In this huddle, led by Rusty Rahmer of Vanguard, we will discuss techniques that are really helping the business think differently and transform into a data driven, customer centric decision-making organization. We will cover methods and best practices that tackle the transformational challenge successfully both from the top down and bottom up.
“Robots cannot take your job if you are already retired.” --Prudential.
That is great if you are over 70 years old and have a pension. But the question for those of us who are still moving up the career ladder, have 29 years left on our mortgage, and are interested in continuing to do digital analytics, is how do we evolve our role to compliment the black box vendor tools with auto-magical ML/AI/insert any other buzz word here.
Thankfully, humans are and always will be needed in the world of digital analytics. Like anything else, over time, we need to evolve to stay relevant. But HOW?
In this huddle, led by Laura Beaulieu of Talbots, we will discuss:
- What will the digital analytics environment look like in a few years?
- What is the value add of “the digital analytics human”?
- What steps should digital analytics professionals consider taking to remain relevant?
- What are the different paths for digital analysts?
- What are the core projects a digital analyst should tackle?
You should walk away with a roadmap for the future – how a digital analytics team can work with the world of automation to ultimately double down on the value add to the company.
Machine learning is evolving rapidly and making great inroads into the commercial, governmental and the voluntary sectors. Organizations are leveraging cloud storage and partnering with vendors in building data capacity that can perform tasks with minimal human intervention.
In this huddle we will examine the role of ML in digital analytics and the use cases helping improve performance:
- What are currently the most common uses of ML within digital analytics?
- What technologies and frameworks are available for analytics teams/marketeers?
- What are the minimal conditions required to build and employ ML in digital analytics?

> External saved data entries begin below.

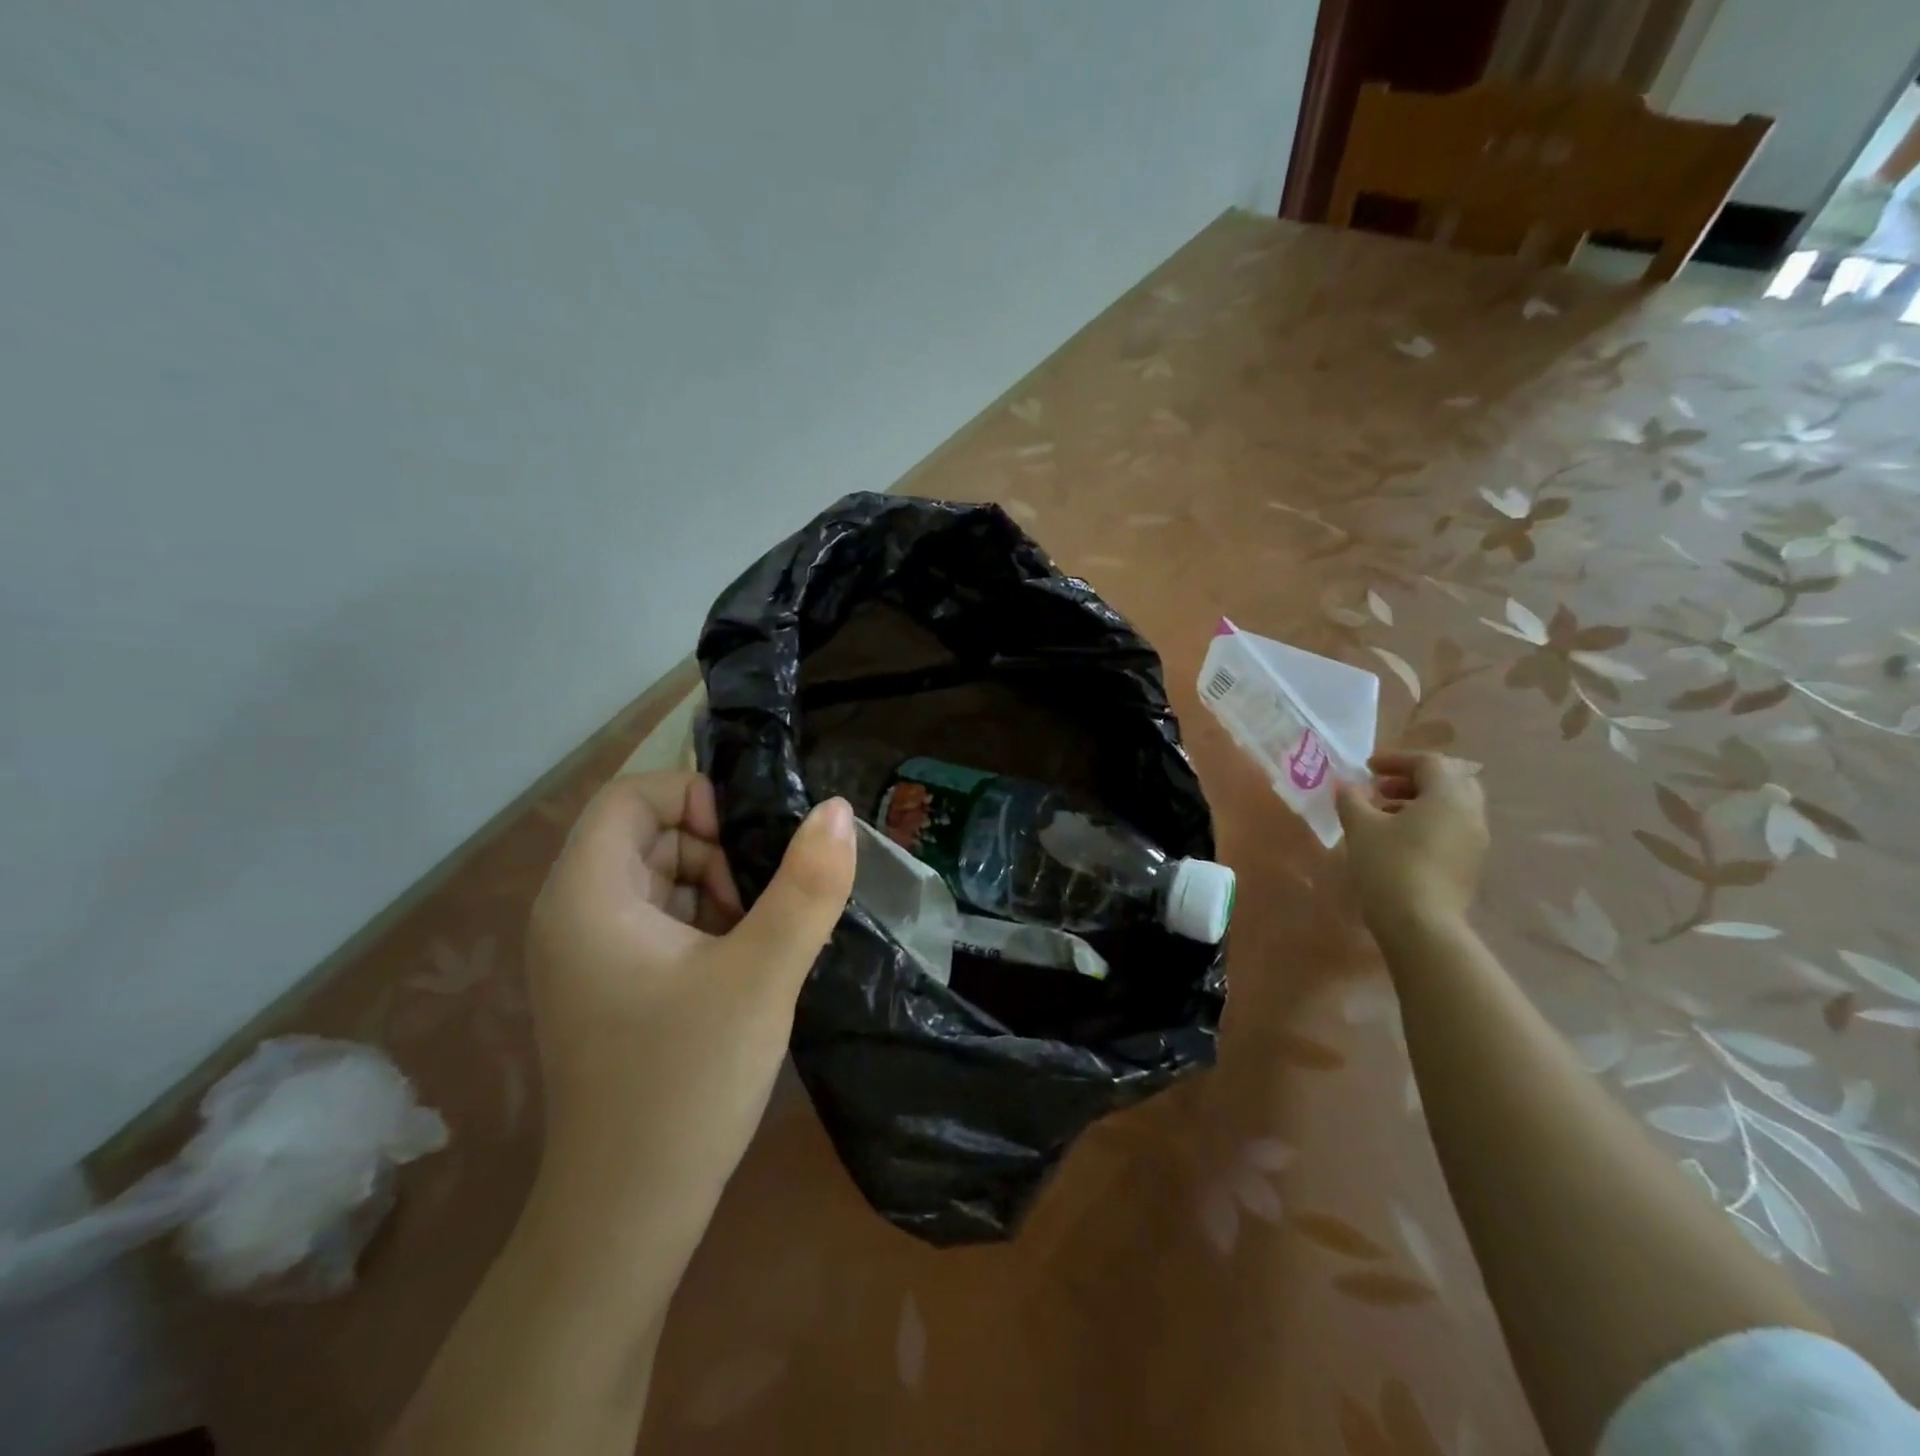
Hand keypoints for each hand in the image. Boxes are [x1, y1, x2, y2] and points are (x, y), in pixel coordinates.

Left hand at [526, 772, 854, 1225]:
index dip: (695, 797)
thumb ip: (807, 887)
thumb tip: (835, 809)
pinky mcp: (611, 987)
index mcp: (586, 896)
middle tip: (768, 899)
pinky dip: (708, 923)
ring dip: (719, 888)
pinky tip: (747, 964)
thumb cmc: (686, 1084)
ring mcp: (589, 956)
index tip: (752, 841)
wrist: (628, 1217)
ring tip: (764, 936)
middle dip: (717, 849)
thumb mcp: (762, 975)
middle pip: (649, 835)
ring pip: (661, 878)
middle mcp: (573, 915)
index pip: (632, 795)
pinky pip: (662, 921)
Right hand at [1334, 752, 1487, 938]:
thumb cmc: (1389, 865)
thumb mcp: (1360, 826)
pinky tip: (1398, 839)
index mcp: (1448, 796)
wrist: (1420, 923)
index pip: (1428, 762)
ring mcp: (1476, 840)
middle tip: (1381, 788)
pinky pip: (1452, 828)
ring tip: (1384, 813)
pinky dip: (1428, 822)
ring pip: (1451, 806)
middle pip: (1449, 781)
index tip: (1367, 768)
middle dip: (1413, 779)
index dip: (1396, 759)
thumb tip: (1346, 785)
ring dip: (1419, 802)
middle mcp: (1470, 812)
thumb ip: (1352, 798)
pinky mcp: (1470, 863)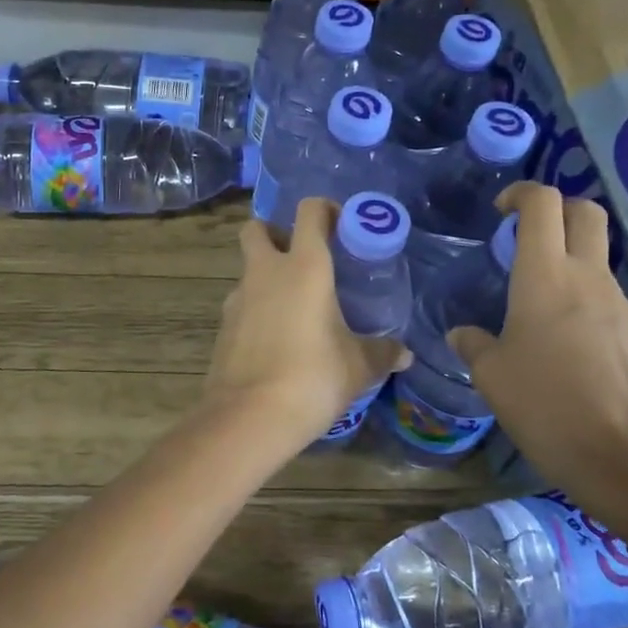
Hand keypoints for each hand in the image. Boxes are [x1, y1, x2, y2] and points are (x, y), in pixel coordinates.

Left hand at [205, 198, 410, 445]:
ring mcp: (238, 299)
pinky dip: (256, 310)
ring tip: (295, 308)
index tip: (342, 226)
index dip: (325, 210)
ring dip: (266, 276)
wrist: (249, 417)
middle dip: (275, 233)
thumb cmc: (313, 378)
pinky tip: (276, 339)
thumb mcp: (358, 366)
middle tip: (302, 259)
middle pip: (257, 229)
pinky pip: (241, 304)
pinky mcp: (223, 327)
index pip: (309, 212)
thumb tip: (404, 354)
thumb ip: (382, 352)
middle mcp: (265, 272)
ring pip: (247, 269)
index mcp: (304, 267)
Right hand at [446, 182, 627, 546]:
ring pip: (597, 257)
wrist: (623, 456)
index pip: (543, 204)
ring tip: (537, 303)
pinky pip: (606, 298)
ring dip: (569, 260)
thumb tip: (463, 334)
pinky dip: (584, 300)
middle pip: (586, 212)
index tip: (501, 211)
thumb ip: (474, 345)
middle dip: (557, 211)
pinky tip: (565, 343)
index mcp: (545, 276)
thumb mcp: (491, 376)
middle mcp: (587, 277)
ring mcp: (619, 303)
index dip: (521, 193)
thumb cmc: (545, 405)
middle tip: (527, 236)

- How do we integrate ML into our current workflows?
- How is the adoption of these tools and technologies compared to the soaring interest around?
Join us for a fascinating discussion about how ML is changing the life of the data analyst.
Personalization is at an interesting crossroads. Privacy and customer data safeguarding are growing in importance. So how can we use customer information to deliver a personalized and relevant experience without raising privacy concerns?
In this huddle, Rastko Kovacevic from Delta Air Lines will foster a discussion on how to toe the fine line between a surprise-and-delight personalized experience and those experiences that make the customer uncomfortable.
we will look to answer the following questions:
- How to get a personalization program off the ground
- What are the relevant metrics in measuring success
- What tools and technology can be used for personalization
- How to define relevant audiences
- How to hone the messages
- Role of user research in determining the acceptable limits of personalization (focus groups, online forums, etc)
- How to utilize A/B tests in a measured way to optimize personalization experiences This is a must attend huddle for anyone looking to develop a successful personalization program.